Вообще, как можно заметить (и как замечали все, кто хорошо знал писателя), О. Генри был совершенно лишен тщеславия. После того как к нему пришла известность, у него появилось не только множество читателей, но и тех, кто страстно желал с ним познакомиться, — прежде всего из так называемого «высшего общества» — тех самых «четырех сотен» «лучших семейств» Нью-Йорка. «Ревностная, бурная толпа почитателей домогалась увидеть его, — писал Дженнингс. — Двери широко раскрывались перед Портером, и человек, который всего несколько лет назад был отделен от своих близких непреодолимой стеной, теперь стоял в ряду виднейших из них, вызывая у них — по желанию — смех и слезы». Но, совершенно лишенный снобизма, О. Генри неизменно отвергал настойчивые приглашения от людей имущих и влиятельных. Дженнингс объяснял это так: «Билл Портер предпочитал одиночество, но не потому, что презирал общество, и не потому, что боялся гласности, а потому, что ненавидел обман и лицемерие. А это, как он чувствовал, были неизбежные спутники людей, вращавшихся в обществе». По той же причине он избегал общения с коллегами по цеху.

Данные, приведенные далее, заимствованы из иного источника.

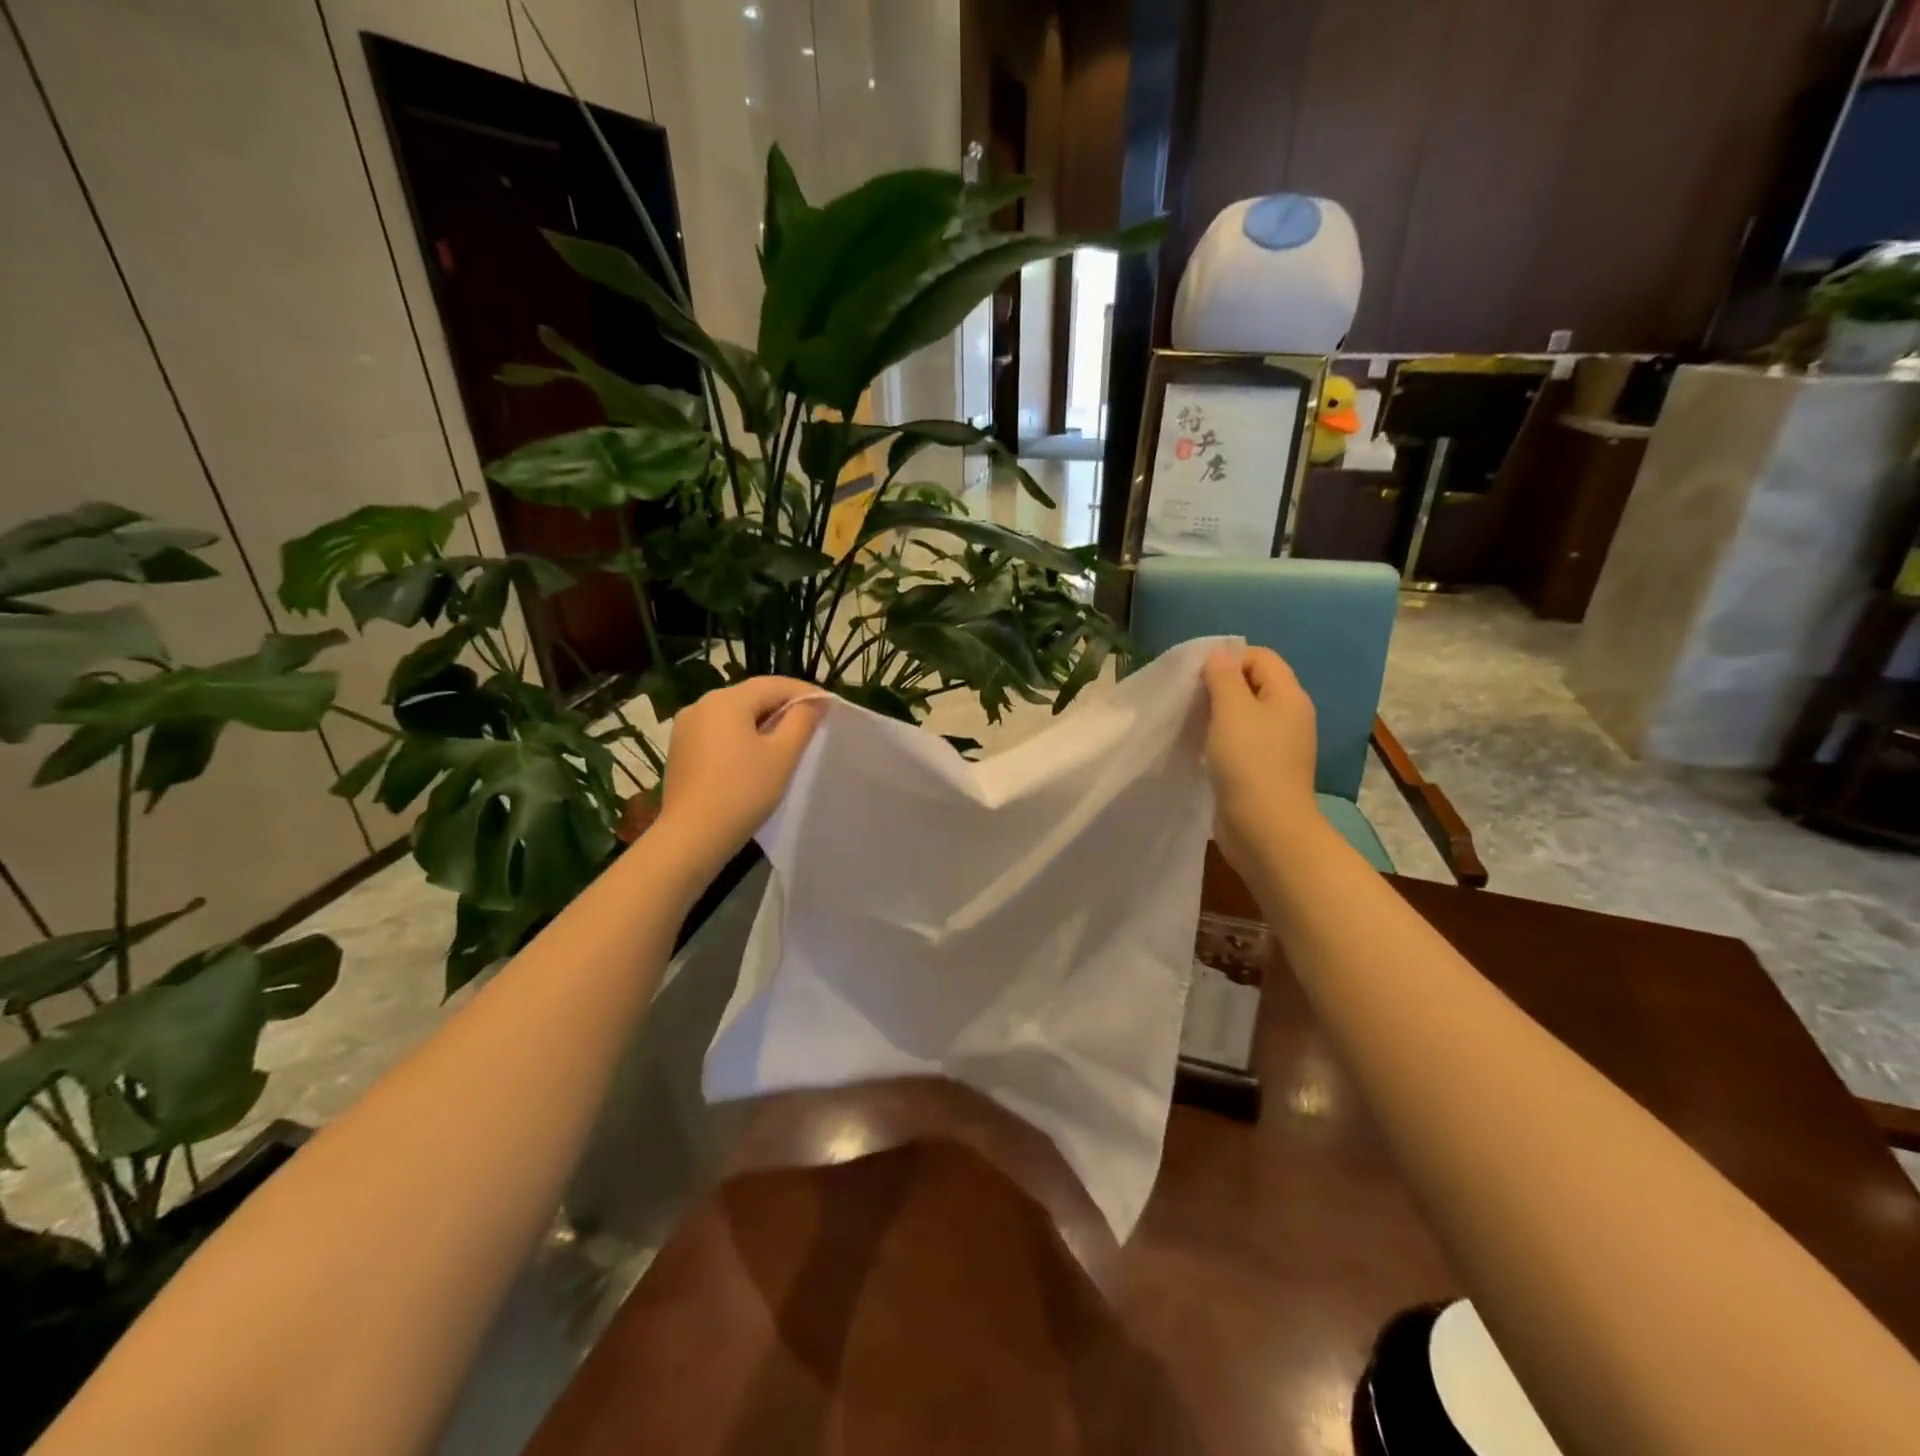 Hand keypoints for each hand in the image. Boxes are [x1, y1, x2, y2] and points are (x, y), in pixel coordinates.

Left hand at [658, 677, 825, 868]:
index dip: (804, 692)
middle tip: (812, 723)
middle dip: (783, 706)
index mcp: (726, 700)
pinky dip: (741, 736)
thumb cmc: (743, 792)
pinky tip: (755, 756)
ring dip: (762, 722)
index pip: (774, 684)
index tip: (829, 706)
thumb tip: (816, 701)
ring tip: (787, 741)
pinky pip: (718, 732)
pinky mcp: (681, 749)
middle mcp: (702, 705)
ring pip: (734, 714)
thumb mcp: (782, 755)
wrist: (692, 836)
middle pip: (751, 696)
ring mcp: (686, 727)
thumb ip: (802, 721)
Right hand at [1203, 645, 1319, 876]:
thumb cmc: (1249, 763)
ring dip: (1216, 714)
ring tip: (1190, 723)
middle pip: (1253, 685)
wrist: (1265, 829)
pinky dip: (1219, 739)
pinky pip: (1240, 742)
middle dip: (1219, 686)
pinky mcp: (1262, 770)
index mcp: (1288, 696)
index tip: (1197, 677)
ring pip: (1244, 715)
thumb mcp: (1232, 710)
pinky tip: (1199, 748)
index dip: (1229, 658)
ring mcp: (1277, 746)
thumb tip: (1219, 654)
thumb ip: (1223, 677)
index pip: (1261, 657)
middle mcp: (1288, 717)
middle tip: (1189, 699) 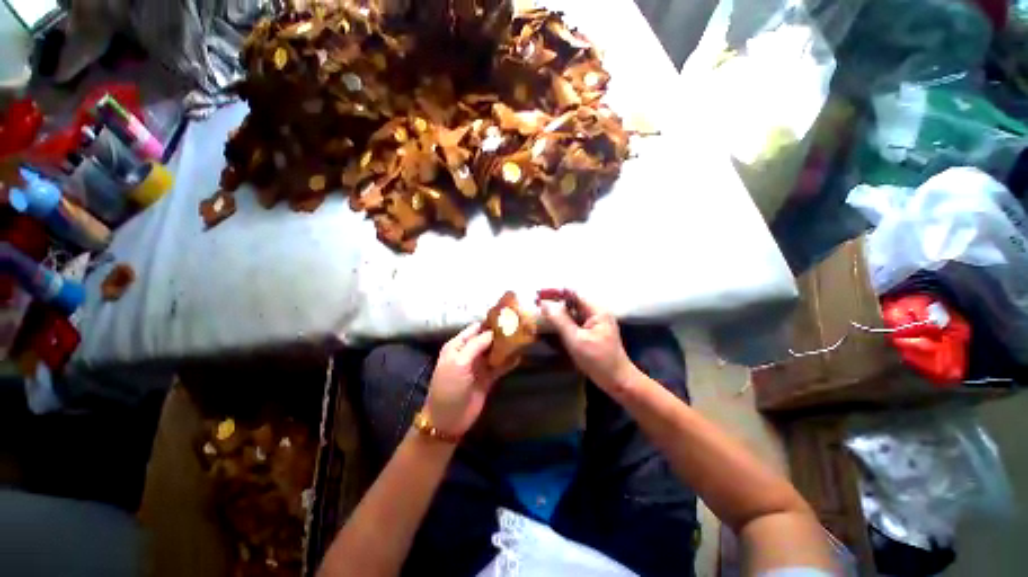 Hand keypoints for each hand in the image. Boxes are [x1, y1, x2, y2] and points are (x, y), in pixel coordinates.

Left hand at [424, 323, 513, 436]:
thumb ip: (476, 345)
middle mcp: (469, 352)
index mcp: (458, 345)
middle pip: (487, 339)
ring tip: (522, 339)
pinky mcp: (488, 378)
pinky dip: (508, 362)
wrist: (448, 419)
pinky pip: (500, 366)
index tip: (506, 317)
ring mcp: (479, 365)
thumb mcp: (459, 362)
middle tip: (519, 327)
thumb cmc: (449, 386)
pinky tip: (519, 357)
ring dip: (506, 347)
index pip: (475, 329)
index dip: (489, 323)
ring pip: (495, 351)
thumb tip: (493, 332)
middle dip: (501, 334)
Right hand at [538, 290, 638, 392]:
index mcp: (596, 310)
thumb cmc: (599, 361)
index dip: (555, 292)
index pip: (573, 293)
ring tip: (540, 312)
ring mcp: (594, 322)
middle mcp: (596, 312)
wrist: (618, 381)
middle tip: (536, 303)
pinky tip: (552, 324)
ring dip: (557, 311)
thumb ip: (560, 321)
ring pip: (572, 311)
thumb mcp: (576, 340)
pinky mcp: (592, 332)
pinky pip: (575, 321)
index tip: (538, 295)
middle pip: (572, 301)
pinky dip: (563, 321)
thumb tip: (545, 304)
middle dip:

«— Эл, я презираю этих “знаменитых” литераторов, — приводит слова О. Генри Дженнингс. — Они напоминают мне большие надутые мячи. Если бы кому-нибудь удалось проткнуть их гордую осанку, раздался бы только один громкий вздох, ибо это было бы то же самое, что проколоть булавкой натянутую резину мяча. А затем они исчезли бы бесследно, не оставив по себе даже самой ничтожной морщинки.
Его тщетно забрасывали приглашениями. Он не мог тратить попусту время» [286].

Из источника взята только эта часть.